Source records:
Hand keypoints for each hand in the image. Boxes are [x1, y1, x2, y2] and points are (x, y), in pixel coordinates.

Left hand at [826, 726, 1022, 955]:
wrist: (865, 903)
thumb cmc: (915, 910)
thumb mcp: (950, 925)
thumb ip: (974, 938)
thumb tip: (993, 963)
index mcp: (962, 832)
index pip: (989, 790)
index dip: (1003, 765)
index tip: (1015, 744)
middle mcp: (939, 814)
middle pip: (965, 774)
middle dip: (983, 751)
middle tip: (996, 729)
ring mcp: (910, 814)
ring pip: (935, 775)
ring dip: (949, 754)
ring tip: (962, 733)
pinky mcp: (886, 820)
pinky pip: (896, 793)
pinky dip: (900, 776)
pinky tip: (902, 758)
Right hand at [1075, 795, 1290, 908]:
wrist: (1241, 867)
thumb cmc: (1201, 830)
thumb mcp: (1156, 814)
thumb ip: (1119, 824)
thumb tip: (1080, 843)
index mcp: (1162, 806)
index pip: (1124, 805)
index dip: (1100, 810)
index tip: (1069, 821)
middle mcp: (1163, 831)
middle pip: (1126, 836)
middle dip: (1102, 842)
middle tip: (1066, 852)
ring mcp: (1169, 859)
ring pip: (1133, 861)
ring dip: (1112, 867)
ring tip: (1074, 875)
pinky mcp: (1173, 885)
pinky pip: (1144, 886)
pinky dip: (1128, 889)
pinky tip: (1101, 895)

* * *

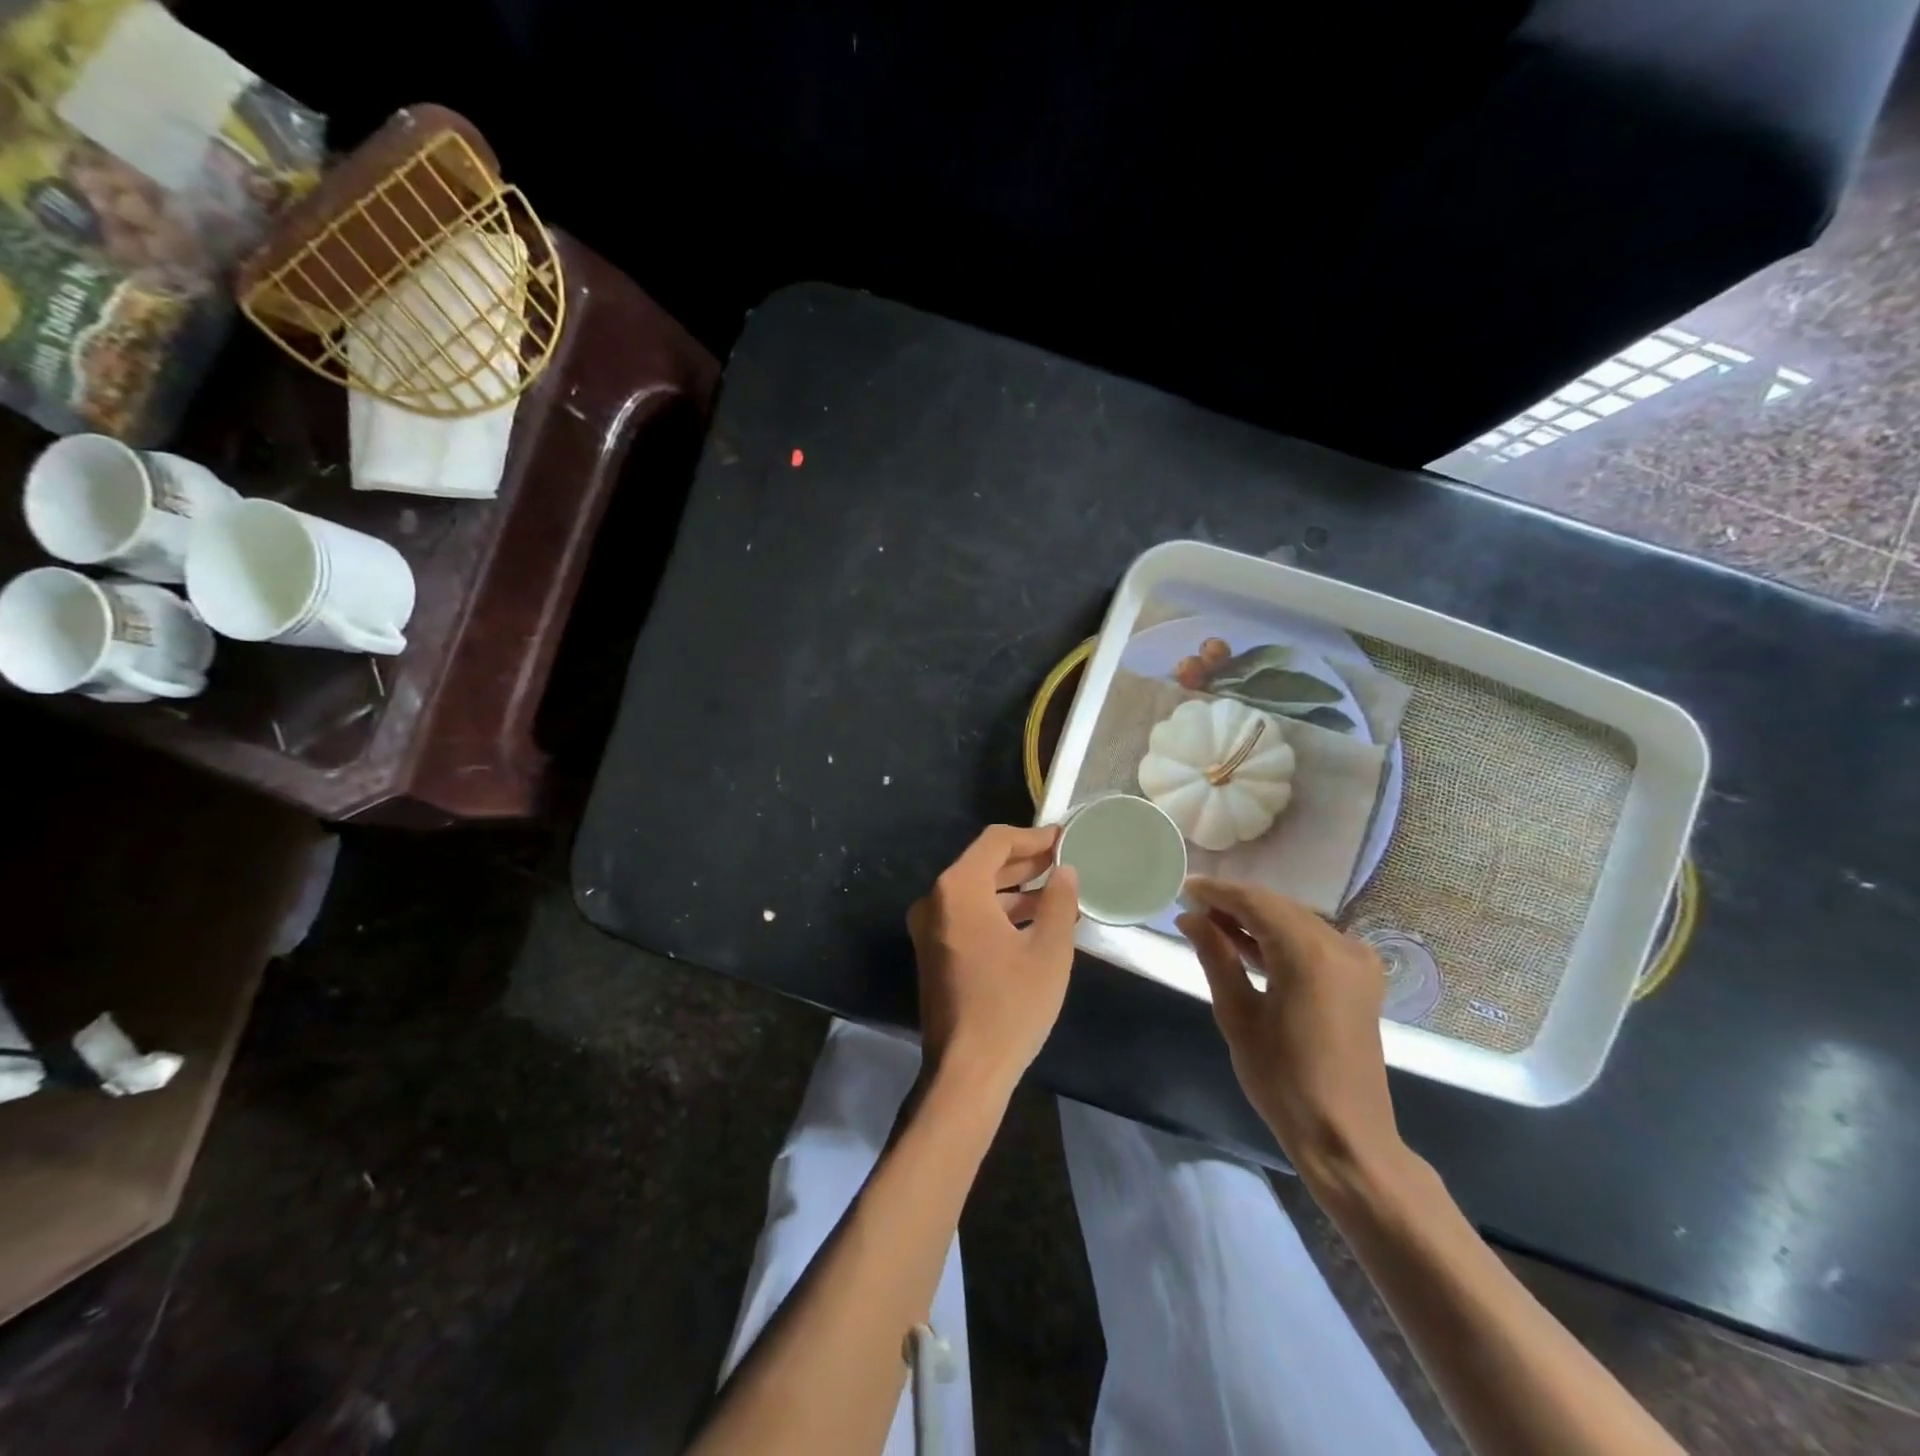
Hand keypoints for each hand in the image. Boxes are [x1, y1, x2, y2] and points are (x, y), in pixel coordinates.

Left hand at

...

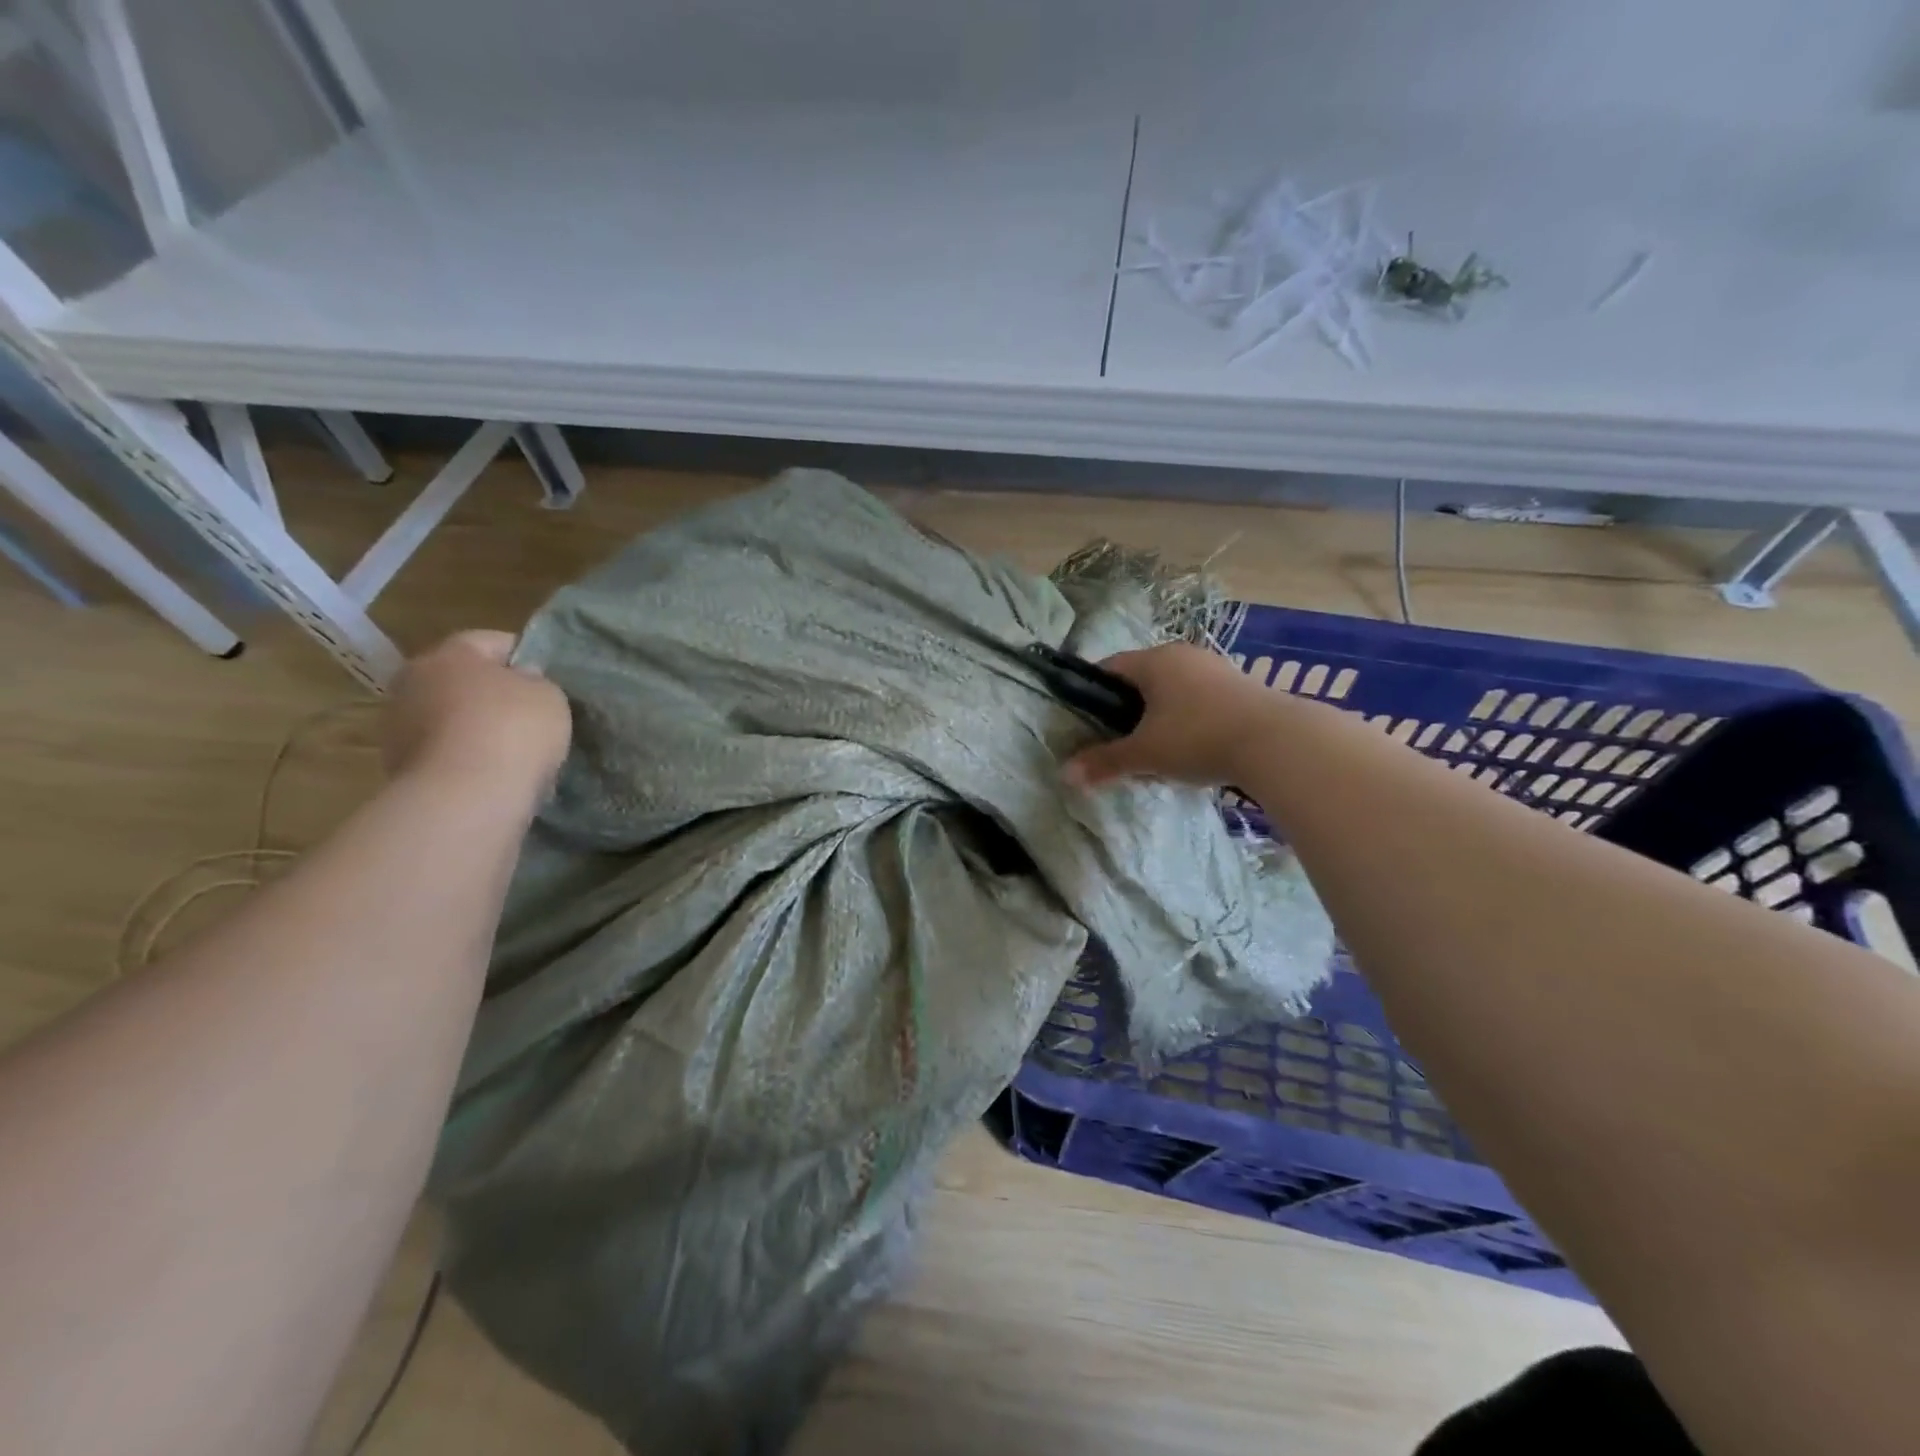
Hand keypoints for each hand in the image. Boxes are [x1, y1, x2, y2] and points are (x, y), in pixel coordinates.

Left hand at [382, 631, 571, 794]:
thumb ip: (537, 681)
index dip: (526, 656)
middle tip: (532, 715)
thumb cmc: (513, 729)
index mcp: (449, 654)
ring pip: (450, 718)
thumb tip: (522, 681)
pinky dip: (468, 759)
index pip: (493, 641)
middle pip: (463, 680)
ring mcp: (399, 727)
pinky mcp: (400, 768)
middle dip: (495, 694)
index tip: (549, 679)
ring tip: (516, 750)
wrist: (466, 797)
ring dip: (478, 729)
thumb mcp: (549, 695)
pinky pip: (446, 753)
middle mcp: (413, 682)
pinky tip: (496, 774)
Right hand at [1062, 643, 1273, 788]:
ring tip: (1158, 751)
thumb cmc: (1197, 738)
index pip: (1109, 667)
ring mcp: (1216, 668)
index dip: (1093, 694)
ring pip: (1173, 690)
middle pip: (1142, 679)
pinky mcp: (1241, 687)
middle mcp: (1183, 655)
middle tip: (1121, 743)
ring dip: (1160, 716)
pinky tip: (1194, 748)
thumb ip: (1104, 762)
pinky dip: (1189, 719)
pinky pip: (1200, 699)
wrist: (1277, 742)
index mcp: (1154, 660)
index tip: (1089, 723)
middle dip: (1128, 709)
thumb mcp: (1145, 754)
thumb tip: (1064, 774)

Task objective:
From the entries above, copy every line that holds the word "hand".

Answer box:
Hand keypoints for each hand in the image. Boxes are [x1, y1, x2, y2] and points are (x, y), in pixel coordinates.
Left hand at [826, 726, 1022, 955]:
Right hand at [1075, 795, 1290, 908]:
Hand keypoints for each hand in the image. Boxes are [x1, y1, x2, y2] and points are (x, y), in pixel coordinates.
Left hand at
Hand keypoints for each hand in the image. Boxes are [x1, y1, x2, y2] and points are (x, y), in pixel coordinates.
Left hand at [382, 631, 571, 794]:
Right hand at [1062, 643, 1273, 788]:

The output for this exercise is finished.